Im Zentrum des Tatorts steht die Begegnung der beiden jungen Frauen Hedwig und Maria, die normalerweise vermutlich noch nicht mal miteinander reden würden. Das ist ein spannendes Aufeinandertreffen, steckt auch ein utopisches Moment darin?
Ich glaube nicht, dass ein Aufeinanderzugehen, auch wenn es aus extrem unterschiedlichen Punkten kommt, utopisch sein muss. Ich glaube an die Kraft des Persönlichen und auch an die Einsicht. Verstehe ich, dass mein Gegenüber ein Mensch ist wie ich es bin, ist es zu der Einsicht nicht weit, dass auch er ein Recht darauf hat, zu einer persönlichen Lebens- und Politikeinstellung zu kommen. Auch wenn diese sich gravierend von meiner unterscheidet. Diese Einsicht kann Brücken bauen und helfen, hinter eine Wand zu schauen. Auch dann, wenn diese aufgrund starker Enttäuschungen und durch Frust aufgebaut wurde.
Die Polizei kann erst eingreifen, wenn etwas passiert ist, mit dieser Bürde muss Lena Odenthal sich hier auseinandersetzen. Und sie muss erleben, dass eine Streifenpolizistin ohne wirklichen Grund von Rehns erschossen wird, der sich dann auch noch rausreden will. Ist Lena diesmal ohnmächtiger als in anderen Fällen?
Lena verhindert zum Schluss eine Katastrophe. Das kann sie nur deswegen, weil sie im Lauf des Falls gelernt hat, wie Menschen ticken können, die den Halt verloren haben. Ich finde, dass sich Lena in diesem Fall braovurös schlägt.
Die Dreharbeiten mussten im März 2020 unterbrochen werden, erst im Hochsommer konnte es weitergehen. Jenseits der Anpassung an die Corona-Vorsichtsmaßnahmen – haben Sie nach der unfreiwilligen Pause anders auf die Geschichte geblickt? Hat sich der Film verändert oder lediglich die Bedingungen, unter denen gedreht wurde?
Wir waren alle so in dieser außergewöhnlichen Geschichte drinnen, dass wir eigentlich keinerlei Anschlussschwierigkeiten hatten.
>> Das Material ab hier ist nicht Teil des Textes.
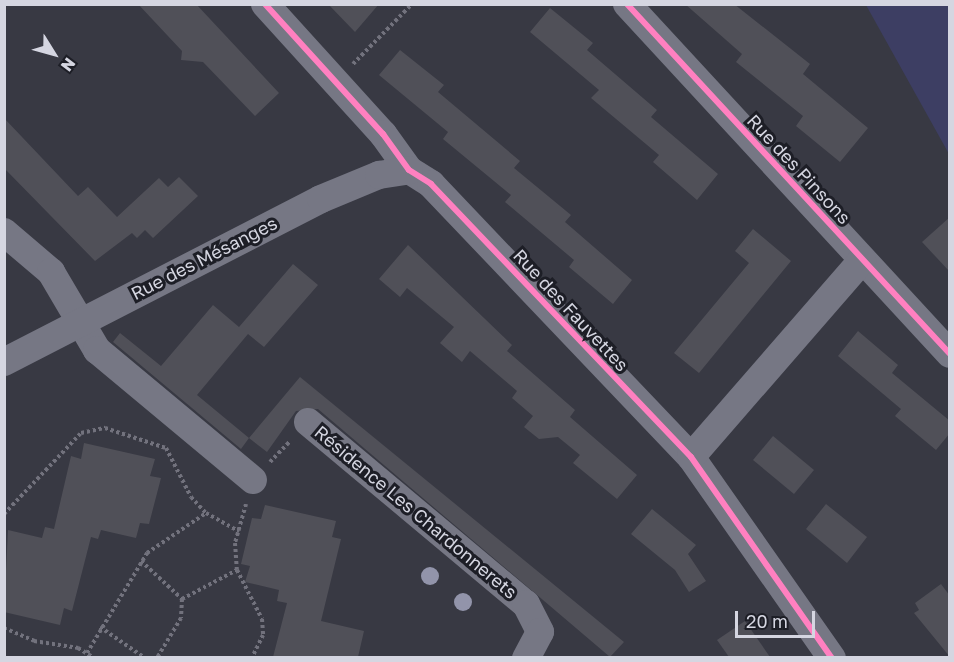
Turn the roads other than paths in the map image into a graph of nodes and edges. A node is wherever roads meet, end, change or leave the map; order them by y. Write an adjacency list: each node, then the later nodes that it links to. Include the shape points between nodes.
1 (264, 4): 3 (street, Rue des Fauvettes, via 336,82)
2 (627, 4): 5 (street, Rue des Pinsons)
3 (409, 171): 6 (street, Rue des Mésanges, via 335,192); 10 (street, Rue des Fauvettes, via 431,184)
4 (4, 232): 6 (street, via 45,265)
5 (862, 260): 7 (street, Rue des Pinsons); 10 (street)
6 (80, 322): 8 (street, Rue des Mésanges); 11 (street, via 104,357)
7 (950, 354)
8 (4, 362)
9 (308, 422): 12 (street, Résidence Les Chardonnerets, via 526,604 540,632)
10 (691, 457): 13 (street, Rue des Fauvettes)
11 (253, 480)
12 (526, 657)
13 (832, 657)

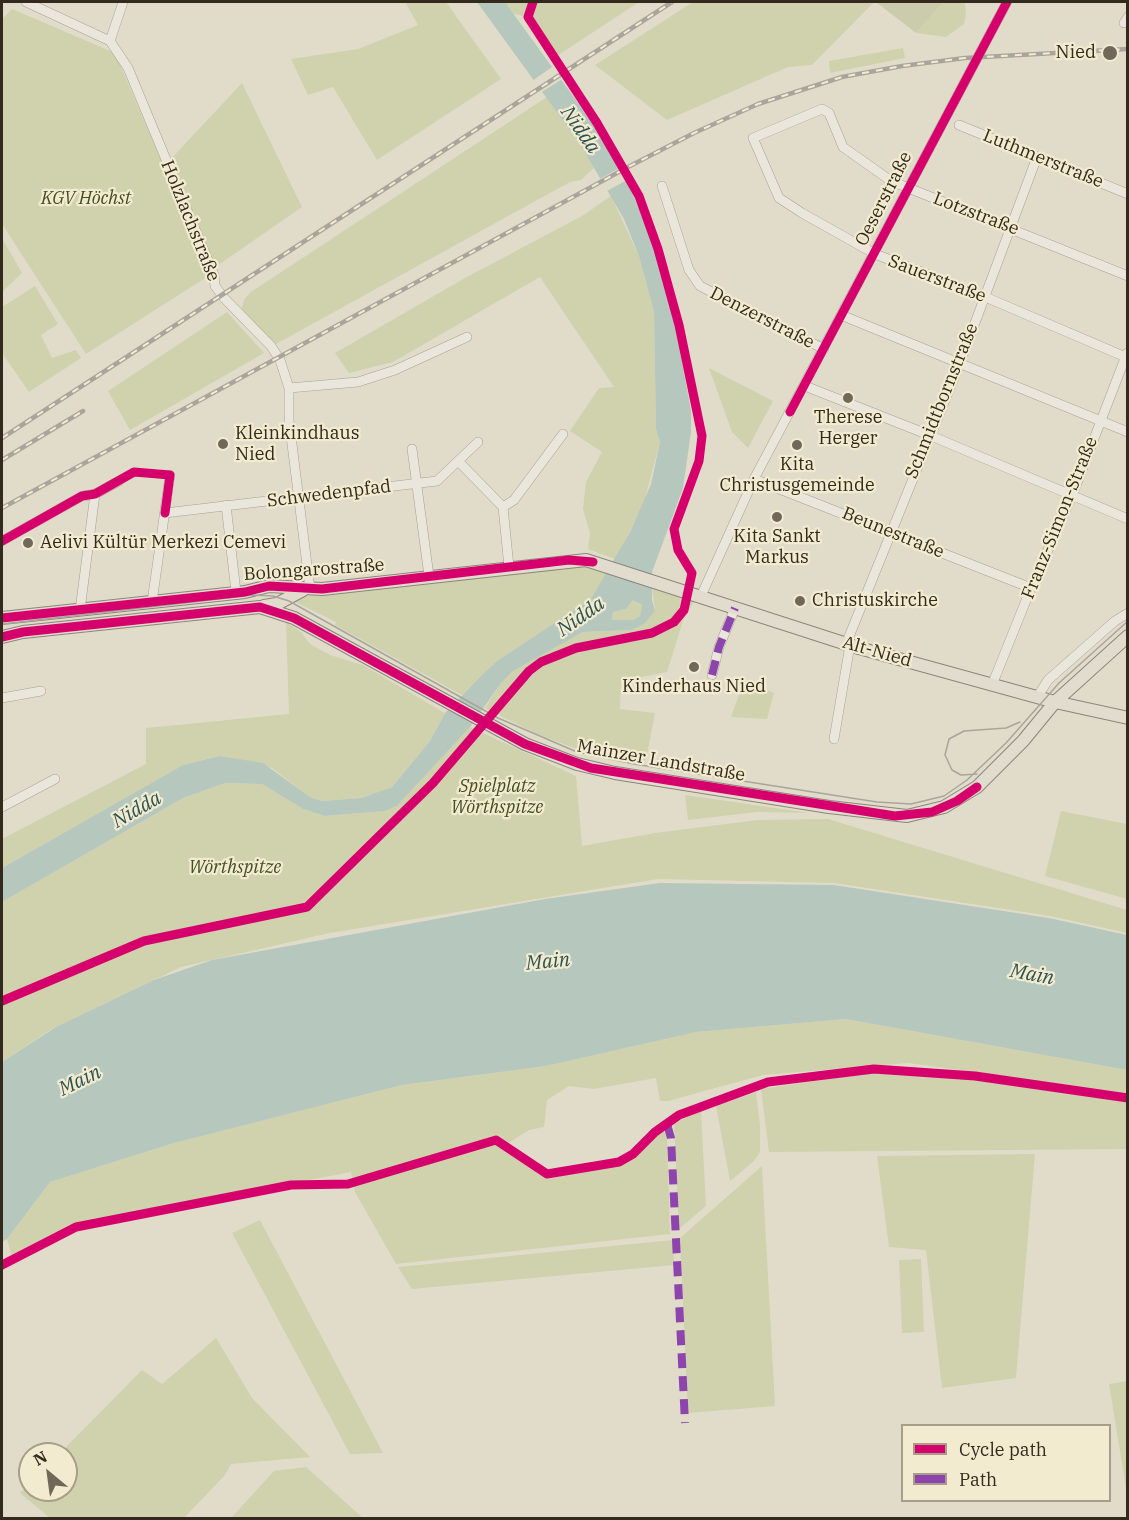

Bis auf die Bäume, die waren plötzlich alle grün, was unsere Kamerafrau vor ziemlich große Herausforderungen stellte.
Der Ermordete veranstaltete Rock gegen Rechts-Konzerte, Sie haben einen Musiker mit Clueso besetzt. Wieso fiel die Wahl auf ihn und wie war das Arbeiten mit ihm?
Clueso macht emotionale Musik mit sehr bewussten Texten. Ich fand ihn schon immer bemerkenswert. Deswegen habe ich mich sehr über den Vorschlag vom SWR gefreut, ihn doch einmal als Special Guest anzufragen. Der Dreh mit Clueso war klasse. Er war sehr gut vorbereitet, völlig unkompliziert und sehr kollegial. Wie man es halt von Profis kennt. Was nicht nur mir auffiel war seine Natürlichkeit. Da war ein Mensch mit uns am Set, der sich selbst wiedergab. Das hat Clueso wirklich sehr beeindruckend geschafft.